WASHINGTON — The chairmen of three House committees on Friday requested documents from Vice President Mike Pence for the impeachment inquiry into President Trump, asking him to turn over a wide-ranging batch of material that could shed light on Mr. Trump’s pressure campaign on Ukraine, and any role that Mr. Pence played in it.
In a letter to Mr. Pence, the chairmen asked for a lengthy list of documents detailing the administration’s dealings with Ukraine, to be produced by Oct. 15. It came as House Democratic leaders were readying a subpoena for the White House for a vast trove of documents in the inquiry, which is investigating attempts by Mr. Trump and his administration to pressure Ukraine’s president to help dig up dirt on his political rivals.
“Recently, public reports have raised questions about any role you may have played in conveying or reinforcing the president’s stark message to the Ukrainian president,” said the letter to Mr. Pence, signed by Representative Adam B. Schiff of California, the Intelligence Committee chairman; Representative Eliot L. Engel of New York, the Foreign Affairs Committee chairman; and Representative Elijah E. Cummings of Maryland, the Oversight and Reform Committee chairman.
The lawmakers released their latest request as the Intelligence panel questioned the intelligence community watchdog who first fielded the whistle-blower complaint that has spurred the formal impeachment inquiry.
Michael Atkinson, the intelligence community inspector general, had received the complaint and conducted his own preliminary investigation into its validity before seeking to deliver it to Congress. He arrived Friday morning for a briefing behind closed doors in the basement of the Capitol.
The meeting kicked off another day of fast-moving developments in the impeachment investigation.
In addition to speaking with Mr.
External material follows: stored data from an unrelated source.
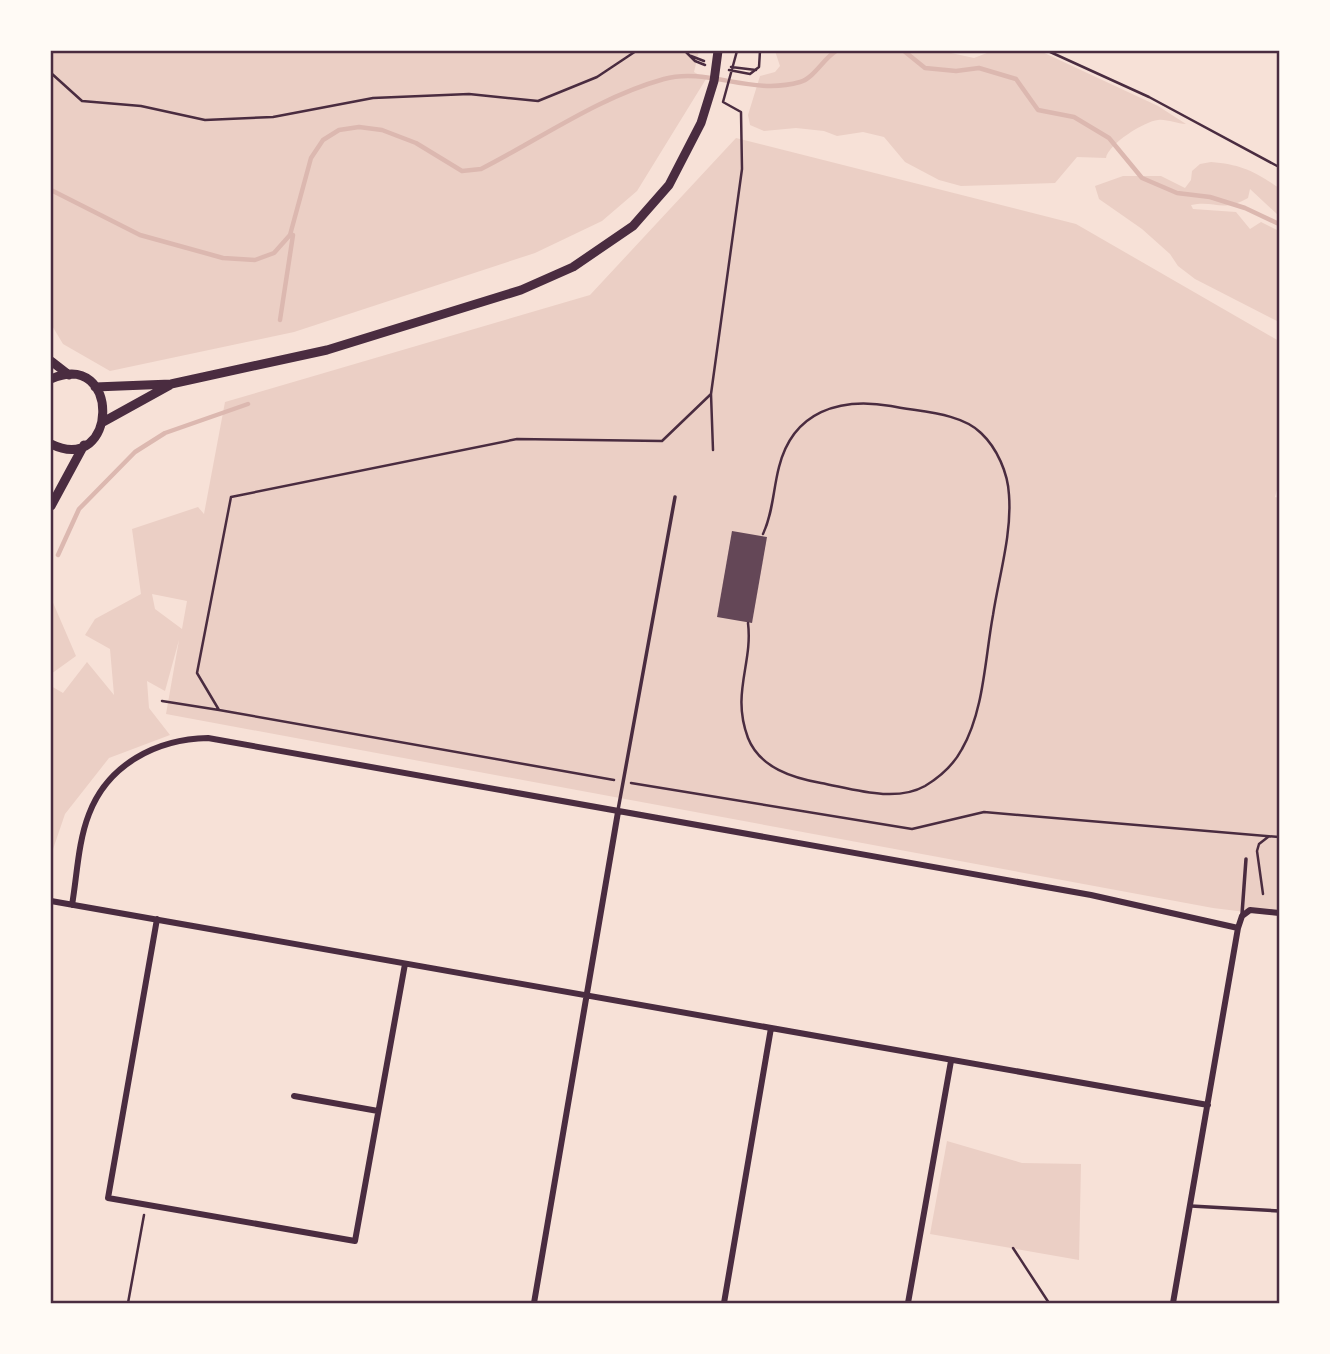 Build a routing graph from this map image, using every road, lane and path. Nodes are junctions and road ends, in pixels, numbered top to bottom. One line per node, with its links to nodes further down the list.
1 (636, 51): 9 (path)
2 (685, 51): 7 (path)
3 (737, 51): 16 (path)
4 (760, 51): 8 (path)
5 (1048, 51): 10 (path)
6 (718, 53): 14 (main road)
7 (691, 56)
8 (756, 70)
9 (51, 73)
10 (1279, 167)
11 (51, 361): 12 (main road)
12 (69, 375): 13 (main road); 15 (main road)
13 (51, 379)
14 (172, 384): 15 (main road); 17 (main road)
15 (95, 387): 17 (main road)
16 (711, 394): 20 (path); 26 (path)
17 (103, 422): 19 (main road)
18 (51, 444): 19 (main road)
19 (84, 445): 22 (main road)
20 (713, 450)
21 (674, 497): 27 (lane)
22 (51, 506)
23 (763, 534): 24 (path)
24 (748, 623)
25 (162, 701): 26 (path)
26 (219, 710): 27 (path)
27 (623, 782): 28 (lane); 29 (path)
28 (618, 812): 34 (street); 38 (street); 40 (street)
29 (1270, 836): 30 (path); 32 (path)
30 (1279, 837)
31 (1246, 859): 36 (lane)
32 (1263, 894)
33 (51, 901): 34 (street)
34 (72, 905): 37 (street)
35 (1279, 913): 36 (street)
36 (1242, 916): 38 (street)
37 (157, 919): 39 (street); 46 (street)
38 (1238, 928): 44 (street)
39 (405, 964): 40 (street); 45 (street)
40 (587, 997): 41 (street); 51 (street)
41 (771, 1028): 42 (street); 52 (street)
42 (951, 1061): 44 (street); 53 (street)
43 (294, 1096): 45 (street)
44 (1208, 1105): 47 (street)
45 (378, 1111): 46 (street)
46 (145, 1204): 50 (path)
47 (1189, 1206): 48 (lane); 55 (street)
48 (1279, 1211)
49 (1013, 1248): 54 (path)
50 (128, 1303)
51 (534, 1303)
52 (724, 1303)
53 (908, 1303)
54 (1049, 1303)
55 (1173, 1303)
Atkinson and requesting documents from Mr. Pence, lawmakers were expected to subpoena the White House, and hinted at other requests. A significant subpoena deadline for the State Department to hand over similar material in its possession was also scheduled to arrive by the end of the day.
Even as they worked, lawmakers from both parties continued Friday morning to try to make sense of a tranche of text messages between American diplomats and a top aide to the Ukrainian president. Those text messages were released late Thursday night, and called into question the truthfulness of Mr. Trump’s claim that there had been no quid pro quo attached to his pressing Ukraine to investigate former Vice President Joseph R. Biden Jr., his son and other Democrats.
As more information came to light, Senator Mitt Romney, Republican of Utah, one of the few members of Mr. Trump’s party who has been critical of the conduct at the center of the impeachment inquiry, condemned the president’s public comments on Thursday inviting China as well as Ukraine to investigate the Bidens.
“When the only American citizen President Trump singles out for China’s investigation is his political opponent in the midst of the Democratic nomination process, it strains credulity to suggest that it is anything other than politically motivated,” Mr. Romney said in a statement. “By all appearances, the president’s brazen and unprecedented appeal to China and to Ukraine to investigate Joe Biden is wrong and appalling.”
Democrats on Capitol Hill hoped Mr. Atkinson’s account would boost their efforts to build a fuller narrative of what transpired between the two countries.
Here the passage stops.